* The task:
Your job is to reproduce all of the data exactly.
+ + + +
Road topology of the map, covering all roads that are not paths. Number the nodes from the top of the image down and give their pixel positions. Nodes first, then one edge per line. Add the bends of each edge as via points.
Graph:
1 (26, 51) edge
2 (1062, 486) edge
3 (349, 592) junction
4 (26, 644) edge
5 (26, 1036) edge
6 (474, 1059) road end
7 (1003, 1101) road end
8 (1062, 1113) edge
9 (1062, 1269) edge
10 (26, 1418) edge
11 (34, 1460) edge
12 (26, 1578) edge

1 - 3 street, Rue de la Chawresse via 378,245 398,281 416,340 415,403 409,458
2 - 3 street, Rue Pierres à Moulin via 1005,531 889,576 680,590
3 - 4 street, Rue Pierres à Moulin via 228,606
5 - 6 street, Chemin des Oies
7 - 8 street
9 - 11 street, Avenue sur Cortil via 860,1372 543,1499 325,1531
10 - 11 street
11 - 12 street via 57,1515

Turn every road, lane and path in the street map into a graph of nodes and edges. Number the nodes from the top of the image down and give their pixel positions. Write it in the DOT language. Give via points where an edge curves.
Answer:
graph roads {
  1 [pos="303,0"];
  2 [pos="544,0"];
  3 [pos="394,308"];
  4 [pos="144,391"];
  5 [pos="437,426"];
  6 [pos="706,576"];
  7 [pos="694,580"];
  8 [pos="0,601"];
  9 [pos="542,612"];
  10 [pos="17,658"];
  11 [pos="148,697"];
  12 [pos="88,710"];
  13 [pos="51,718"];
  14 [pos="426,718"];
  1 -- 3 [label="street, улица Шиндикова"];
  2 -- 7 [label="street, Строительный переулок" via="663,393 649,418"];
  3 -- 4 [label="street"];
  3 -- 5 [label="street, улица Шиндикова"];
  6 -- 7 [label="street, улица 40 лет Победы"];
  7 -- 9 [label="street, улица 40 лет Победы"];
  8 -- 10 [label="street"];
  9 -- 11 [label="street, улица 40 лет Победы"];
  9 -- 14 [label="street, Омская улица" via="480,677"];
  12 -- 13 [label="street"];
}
+ + + +
* Solution to this exercise:
Road topology of the map, covering all roads that are not paths. Number the nodes from the top of the image down and give their pixel positions. Nodes first, then one edge per line. Add the bends of each edge as via points.
Graph:
1 (26, 51) edge
2 (1062, 486) edge
3 (349, 592) junction
4 (26, 644) edge
5 (26, 1036) edge
6 (474, 1059) road end
7 (1003, 1101) road end
8 (1062, 1113) edge
9 (1062, 1269) edge
10 (26, 1418) edge
11 (34, 1460) edge
12 (26, 1578) edge

1 - 3 street, Rue de la Chawresse via 378,245 398,281 416,340 415,403 409,458
2 - 3 street, Rue Pierres à Moulin via 1005,531 889,576 680,590
3 - 4 street, Rue Pierres à Moulin via 228,606
5 - 6 street, Chemin des Oies
7 - 8 street
9 - 11 street, Avenue sur Cortil via 860,1372 543,1499 325,1531
10 - 11 street
11 - 12 street via 57,1515

Turn every road, lane and path in the street map into a graph of nodes and edges. Number the nodes from the top of the image down and give their pixel positions. Write it in the DOT language. Give via points where an edge curves.
Answer:
graph roads {
  1 [pos="303,0"];
  2 [pos="544,0"];
  3 [pos="394,308"];
  4 [pos="144,391"];
  5 [pos="437,426"];
  6 [pos="706,576"];
  7 [pos="694,580"];
  8 [pos="0,601"];
  9 [pos="542,612"];
  10 [pos="17,658"];
  11 [pos="148,697"];
  12 [pos="88,710"];
  13 [pos="51,718"];
  14 [pos="426,718"];
  1 -- 3 [label="street, улица Шиндикова"];
  2 -- 7 [label="street, Строительный переулок" via="663,393 649,418"];
  3 -- 4 [label="street"];
  3 -- 5 [label="street, улица Шиндикова"];
  6 -- 7 [label="street, улица 40 лет Победы"];
  7 -- 9 [label="street, улица 40 лет Победы"];
  8 -- 10 [label="street"];
  9 -- 11 [label="street, улица 40 лет Победы"];
  9 -- 14 [label="street, Омская улица" via="480,677"];
  12 -- 13 [label="street"];
}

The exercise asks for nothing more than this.